2006年11月19日
10年がかりの事業で、20年後に最初の花が咲く
何でも、東京都の公立小学校と中学校、合わせて約2000校の校庭に、10年がかりで芝生を張るというニュースを聞きました(こちら)。 東京都はこの事業に対して「ヒートアイランド対策」というのを主な理由に挙げています。
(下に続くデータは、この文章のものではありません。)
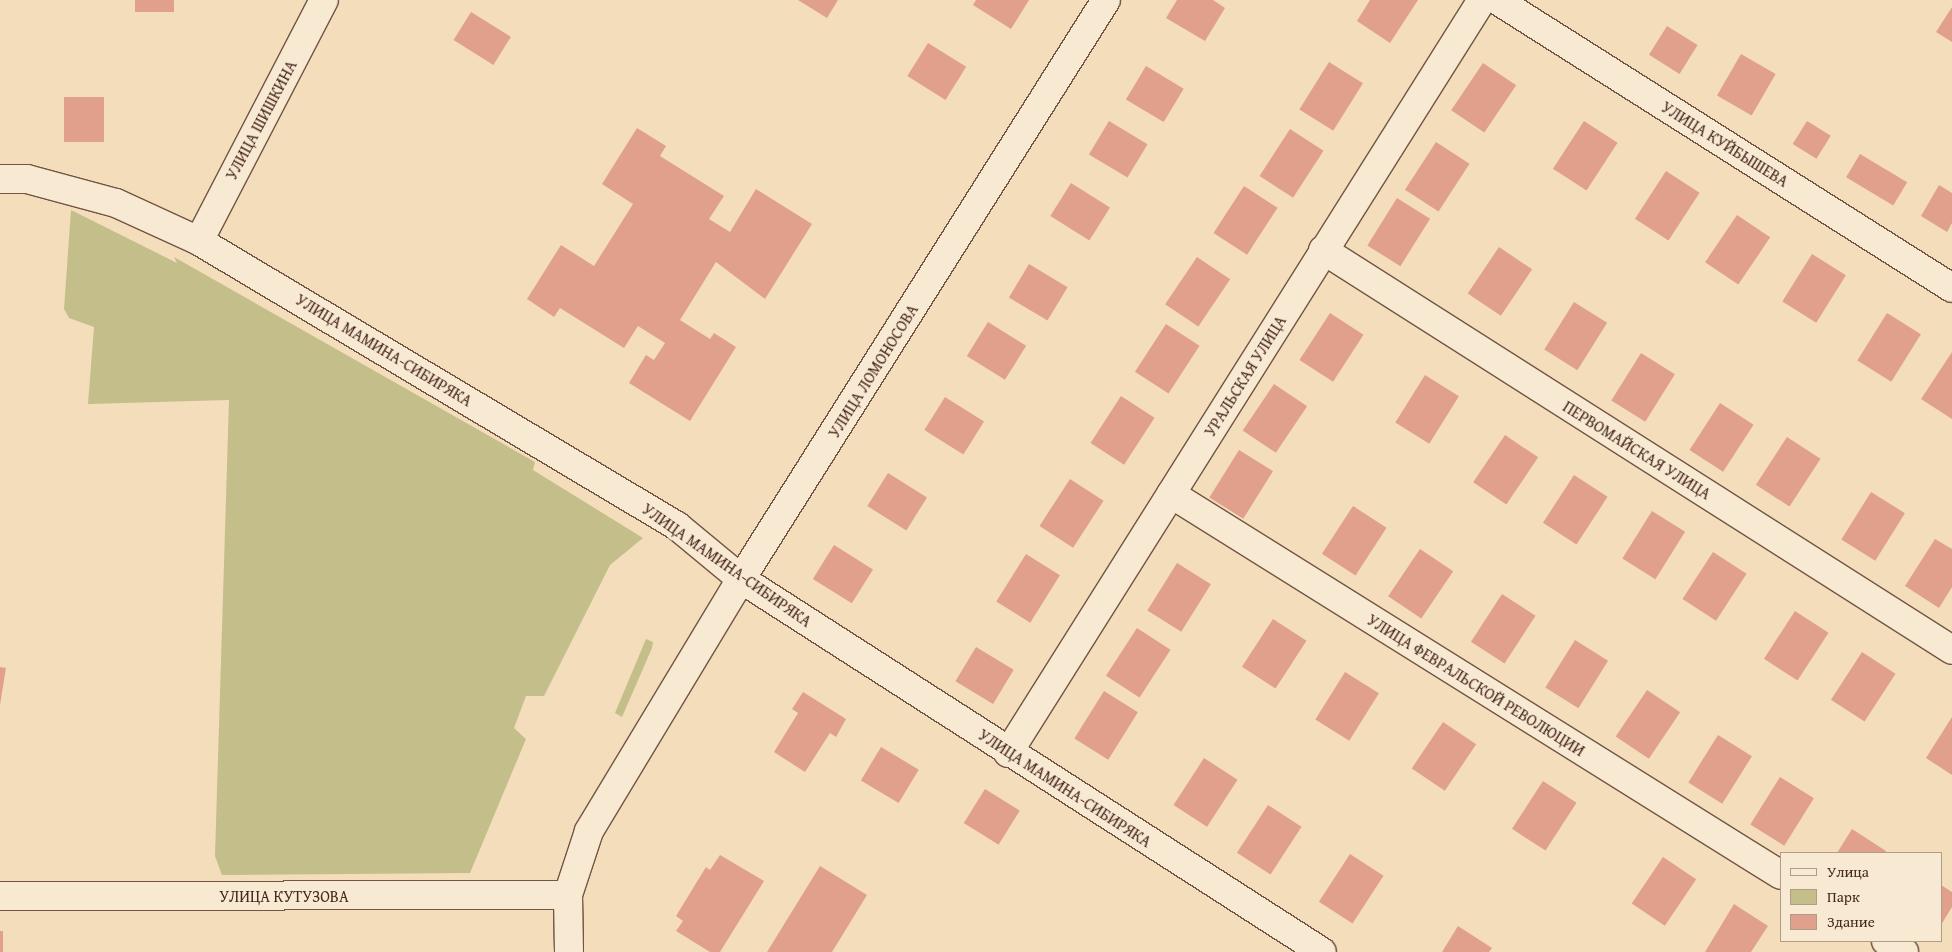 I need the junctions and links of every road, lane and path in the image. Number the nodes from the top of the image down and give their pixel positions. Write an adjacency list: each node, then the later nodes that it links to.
1 (324, 0): 6 (street, УЛИЦА ШИШКИНА)
2 (1106, 0): 10 (street, УЛИЦА ЛОМОНОСОВА)
3 (1482, 0): 7 (street, УРАЛЬСКАЯ УЛИЦА)
4 (1497, 0): 8 (street, УЛИЦА КУЙБЫШЕВА)
5 (0, 179): 6 (street, УЛИЦА МАМИНА-СИБИРЯКА)
6 (199, 241): 10 (street, УЛИЦА МАМИНА-СИБИРЯКА)
7 (1323, 250): 9 (street, УРАЛЬСКАЯ УЛИЦА); 11 (street, ПЕРВОМАЙСКАЯ УЛИЦА)
8 (1952, 288)
9 (1171, 494): 12 (street, УРАЛЬСКАЯ УЛИЦА); 13 (street, УЛИЦА ФЕВРАЛЬСКОЙ РЕВОЛЮЦИИ)
10 (742, 579): 12 (street, УЛИЦА МАМИНА-СИБИРЯКА); 14 (street, УЛИЦА ЛОМОНОСОВА)
11 (1952, 650)
12 (1008, 753): 18 (street, УЛИЦА МАМИНА-СИБИРЯКА)
13 (1780, 874)
14 (568, 895): 15 (street, УЛИЦА КУТУЗОВА); 17 (street, УЛИЦА ЛОМОНОСОВА)
15 (0, 896)
16 (1888, 942): 19 (street)
17 (569, 952)
18 (1322, 952)
19 (1904, 952) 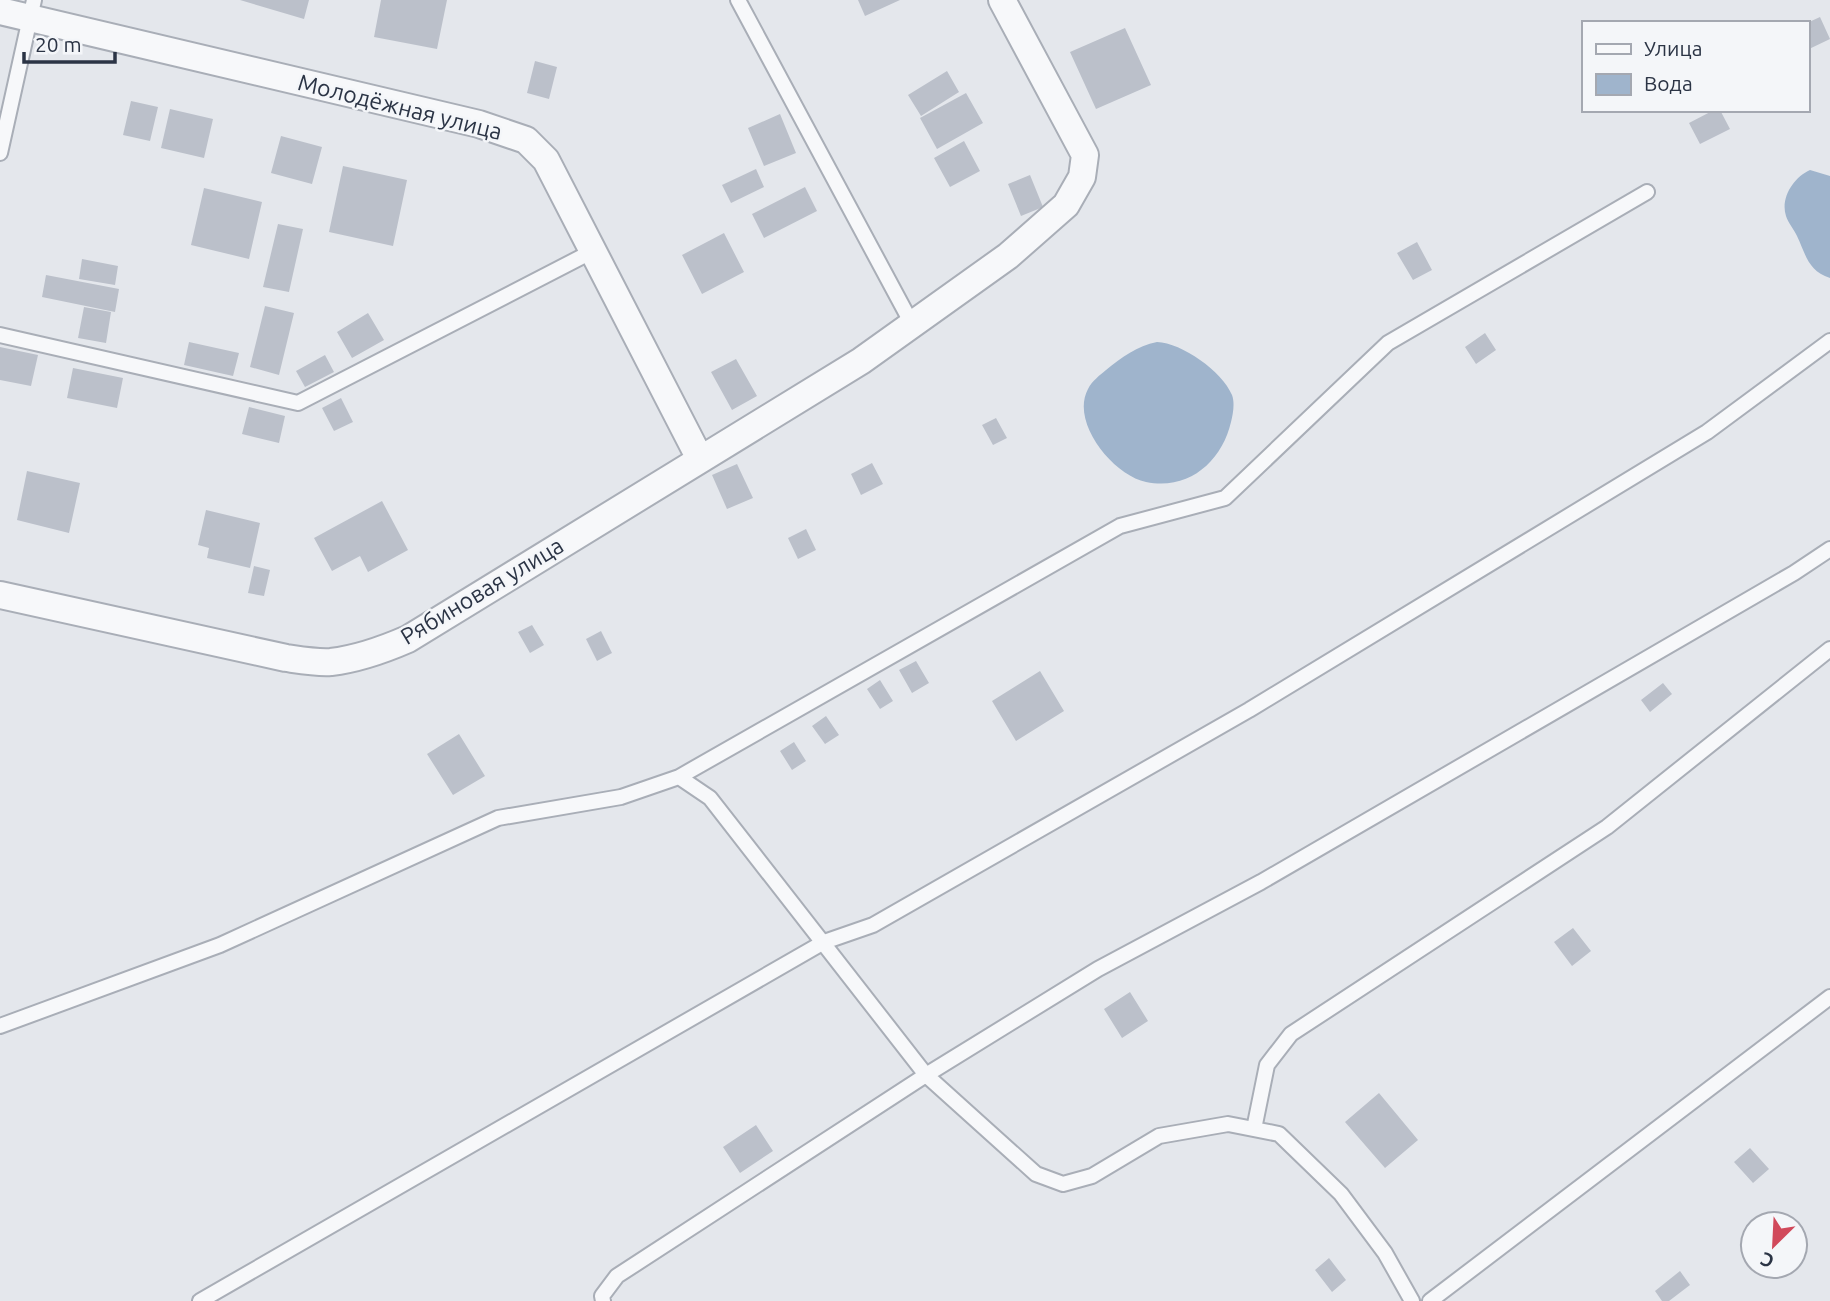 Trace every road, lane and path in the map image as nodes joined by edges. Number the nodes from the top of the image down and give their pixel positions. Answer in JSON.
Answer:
{"nodes":[{"id":1,"x":738,"y":0,"type":"edge"},
{"id":2,"x":1002,"y":0,"type":"edge"},
{"id":3,"x":32,"y":9,"type":"edge"},
{"id":4,"x":0,"y":11,"type":"edge"},
{"id":5,"x":0,"y":153,"type":"edge"},
{"id":6,"x":1647,"y":192,"type":"dead end"},
{"id":7,"x":593,"y":251,"type":"junction"},
{"id":8,"x":912,"y":324,"type":"junction"},
{"id":9,"x":0,"y":335,"type":"edge"},
{"id":10,"x":1830,"y":341,"type":"edge"},
{"id":11,"x":700,"y":459,"type":"junction"},
{"id":12,"x":1830,"y":549,"type":"edge"},
{"id":13,"x":0,"y":595,"type":"edge"},
{"id":14,"x":1830,"y":649,"type":"edge"},
{"id":15,"x":679,"y":777,"type":"junction"},
{"id":16,"x":824,"y":942,"type":"junction"},
{"id":17,"x":1830,"y":998,"type":"edge"},
{"id":18,"x":0,"y":1026,"type":"edge"},
{"id":19,"x":926,"y":1075,"type":"junction"},
{"id":20,"x":1254,"y":1129,"type":"junction"},
{"id":21,"x":200,"y":1301,"type":"edge"},
{"id":22,"x":603,"y":1301,"type":"edge"},
{"id":23,"x":1412,"y":1301,"type":"edge"},
{"id":24,"x":1430,"y":1301,"type":"edge"}],
"edges":[{"from":1,"to":8,"type":"lane"},
{"from":2,"to":8,"type":"street","name":"Рябиновая улица"},
{"from":3,"to":4,"type":"street","name":"Молодёжная улица"},
{"from":3,"to":5,"type":"lane"},
{"from":3,"to":7,"type":"street","name":"Молодёжная улица"},
{"from":6,"to":15,"type":"lane"},
{"from":7,"to":9,"type":"lane"},
{"from":7,"to":11,"type":"street","name":"Молодёжная улица"},
{"from":8,"to":11,"type":"street","name":"Рябиновая улица"},
{"from":10,"to":16,"type":"lane"},
{"from":11,"to":13,"type":"street","name":"Рябиновая улица"},
{"from":12,"to":19,"type":"lane"},
{"from":14,"to":20,"type":"lane"},
{"from":15,"to":16,"type":"lane"},
{"from":15,"to":18,"type":"lane"},
{"from":16,"to":19,"type":"lane"},
{"from":16,"to":21,"type":"lane"},
{"from":17,"to":24,"type":"lane"},
{"from":19,"to":20,"type":"lane"},
{"from":19,"to":22,"type":"lane"},
{"from":20,"to":23,"type":"lane"}]}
「子供の運動能力を高める」というのも一応副次的な効果として挙げていますが、スポーツが文化として根付いている国であれば、本来このようなことはいちいち言わなくてもいいのでしょう。 それにしても、普通の土のグラウンドで過ごしてきた者に言わせると、これは羨ましい限りです。 芝生のグラウンドも最近では少しずつ増えているようですが、果たしてどれだけの人が芝生のグラウンドで学校生活を送ったのでしょうか。 思い出すのは、都会の学校のグラウンドです。 私のように適当に郊外で育った者であれば、普通はグラウンドと言えば土を思い出すのですが、都会の真ん中にある学校の、それも恐ろしく手狭なグラウンドは、陸上競技場のゴムチップ(!?)のような材質で悉くコーティングされています。 確かに管理はしやすく、また水はけもいいのかもしれませんが、転んだときのダメージなどを考えると、子供にとって望ましい環境とは言えません。 それに対して芝生(天然芝)の重要性は、今更ながら日本でも盛んに言われるようになりました。 Jリーグの誕生によって、サッカーは芝生の禿げ上がったグラウンドではなく、一面緑の芝生の上でやるものだということが当たり前になりました。 日本人のMLB進出によって、アメリカの野球場は天然芝の球場がほとんどだということも知り、その理由として選手の負担(つまり疲労や怪我)を軽減する効果があるということも、もはや人口に膾炙するところとなりました。 そして、何より、公園などにある芝生は本来「鑑賞するもの」ではなく、「利用するべきもの」であるということも大方の意見になりました。 芝生のメンテナンス、はっきり言って大変だと思います。 それを承知の上でやるということですから、10年がかりだろうと何だろうと、決めたことならば是非やってもらいたいものです。 こういう公共事業ならば、住民も多少の税金の投入を惜しむことはないと思います。 芝生のメンテナンスをするための人材という雇用効果もありますし、環境の改善にも繋がりますし、スポーツの発展にも繋がりますし……まあ基本的には悪いことはないのでしょう。 他の自治体にも是非検討していただきたいものです。 そしてそういう環境から運動能力を発展させたアスリート予備軍が育ち、やがて日本のスポーツ界に明るい話題を提供してくれれば、それに優る成果はないでしょう。 10年がかりの緑化事業、最初の成果はその10年後あたり、つまり20年後あたりになりそうです。